==== Input
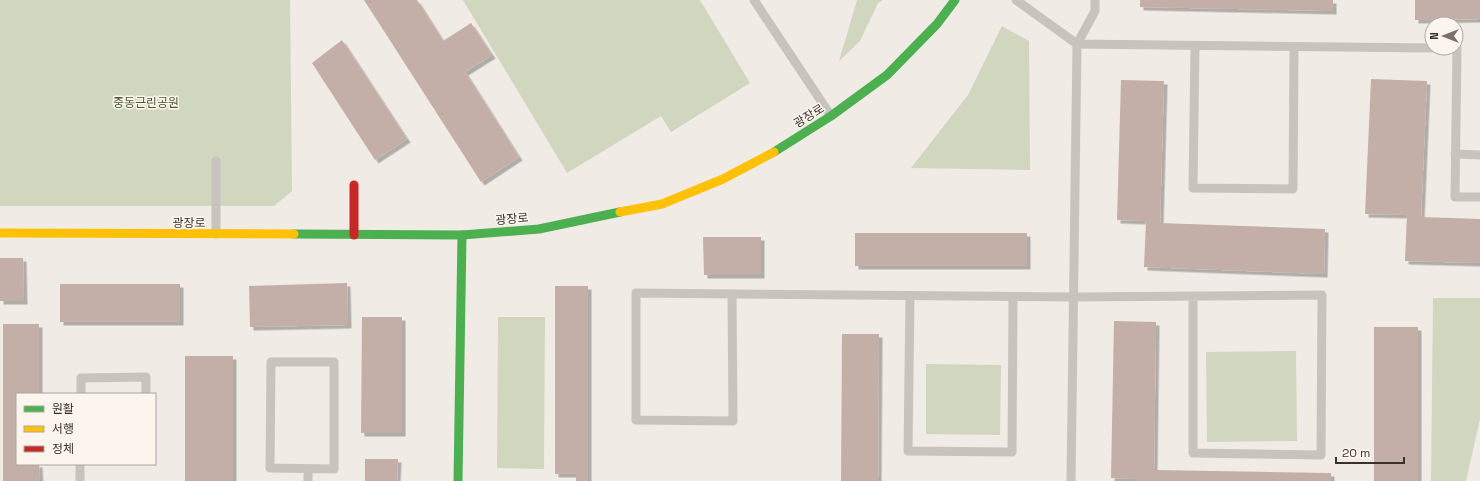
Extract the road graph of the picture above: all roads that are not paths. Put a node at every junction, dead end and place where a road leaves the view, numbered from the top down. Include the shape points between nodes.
1 (754, 0) edge
2 (955, 0) edge
3 (1016, 0) edge
4 (1095, 0) edge
5 (1077, 44) junction
6 (1195, 46) junction
7 (1294, 47) junction
8 (1424, 48) edge
9 (1457, 56) edge
10 (832, 116) junction
11 (1455, 154) junction
12 (1480, 155) edge
13 (216, 161) dead end
14 (354, 184) dead end
15 (1480, 197) edge
16 (0, 233) edge
17 (216, 235) junction
18 (354, 236) junction
19 (462, 236) junction
20 (732, 294) junction
21 (910, 296) junction
22 (1193, 296) junction
23 (1013, 297) junction
24 (1073, 297) junction
25 (80, 393) edge
26 (146, 393) edge
27 (80, 465) edge
28 (308, 469) junction
29 (80, 481) edge
30 (308, 481) edge
31 (458, 481) edge
32 (1071, 481) edge

1 - 10 lane
2 - 10 street, 광장로 via 937,24 887,75
3 - 5 lane
4 - 5 lane via 1095,11
5 - 6 lane
5 - 24 lane
6 - 7 lane
6 - 7 lane via 1193,188 1293,189
7 - 8 lane
9 - 11 lane
10 - 19 street, 광장로 via 764,158 723,179 662,204 539,229
11 - 12 lane
11 - 15 lane via 1455,197
13 - 17 lane
14 - 18 street
16 - 17 street, 광장로
17 - 18 street, 광장로
18 - 19 street, 광장로
19 - 31 street
20 - 20 lane via 636,293 636,420 733,421
20 - 21 lane
21 - 23 lane
21 - 23 lane via 908,451 1012,452
22 - 22 lane via 1322,295 1321,455 1193,453
22 - 24 lane
23 - 24 lane
24 - 32 lane
25 - 26 lane via 81,378 146,377
27 - 29 lane
28 - 28 lane via 334,469 334,362 271,362 270,468
28 - 30 lane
========
### How to complete this task
Repeat the preceding records precisely, and leave every picture out of the copy.

### Your response
Extract the road graph of the picture above: all roads that are not paths. Put a node at every junction, dead end and place where a road leaves the view, numbered from the top down. Include the shape points between nodes.
1 (754, 0) edge
2 (955, 0) edge
3 (1016, 0) edge
4 (1095, 0) edge
5 (1077, 44) junction
6 (1195, 46) junction
7 (1294, 47) junction
8 (1424, 48) edge
9 (1457, 56) edge
10 (832, 116) junction
11 (1455, 154) junction
12 (1480, 155) edge
13 (216, 161) dead end
14 (354, 184) dead end
15 (1480, 197) edge
16 (0, 233) edge
17 (216, 235) junction
18 (354, 236) junction
19 (462, 236) junction
20 (732, 294) junction
21 (910, 296) junction
22 (1193, 296) junction
23 (1013, 297) junction
24 (1073, 297) junction
25 (80, 393) edge
26 (146, 393) edge
27 (80, 465) edge
28 (308, 469) junction
29 (80, 481) edge
30 (308, 481) edge
31 (458, 481) edge
32 (1071, 481) edge

1 - 10 lane
2 - 10 street, 광장로 via 937,24 887,75
3 - 5 lane
4 - 5 lane via 1095,11
5 - 6 lane
5 - 24 lane
6 - 7 lane
6 - 7 lane via 1193,188 1293,189
7 - 8 lane
9 - 11 lane
10 - 19 street, 광장로 via 764,158 723,179 662,204 539,229
11 - 12 lane
11 - 15 lane via 1455,197
13 - 17 lane
14 - 18 street
16 - 17 street, 광장로
17 - 18 street, 광장로
18 - 19 street, 광장로
19 - 31 street
20 - 20 lane via 636,293 636,420 733,421
20 - 21 lane
21 - 23 lane
21 - 23 lane via 908,451 1012,452
22 - 22 lane via 1322,295 1321,455 1193,453
22 - 24 lane
23 - 24 lane
24 - 32 lane
25 - 26 lane via 81,378 146,377
27 - 29 lane
28 - 28 lane via 334,469 334,362 271,362 270,468
28 - 30 lane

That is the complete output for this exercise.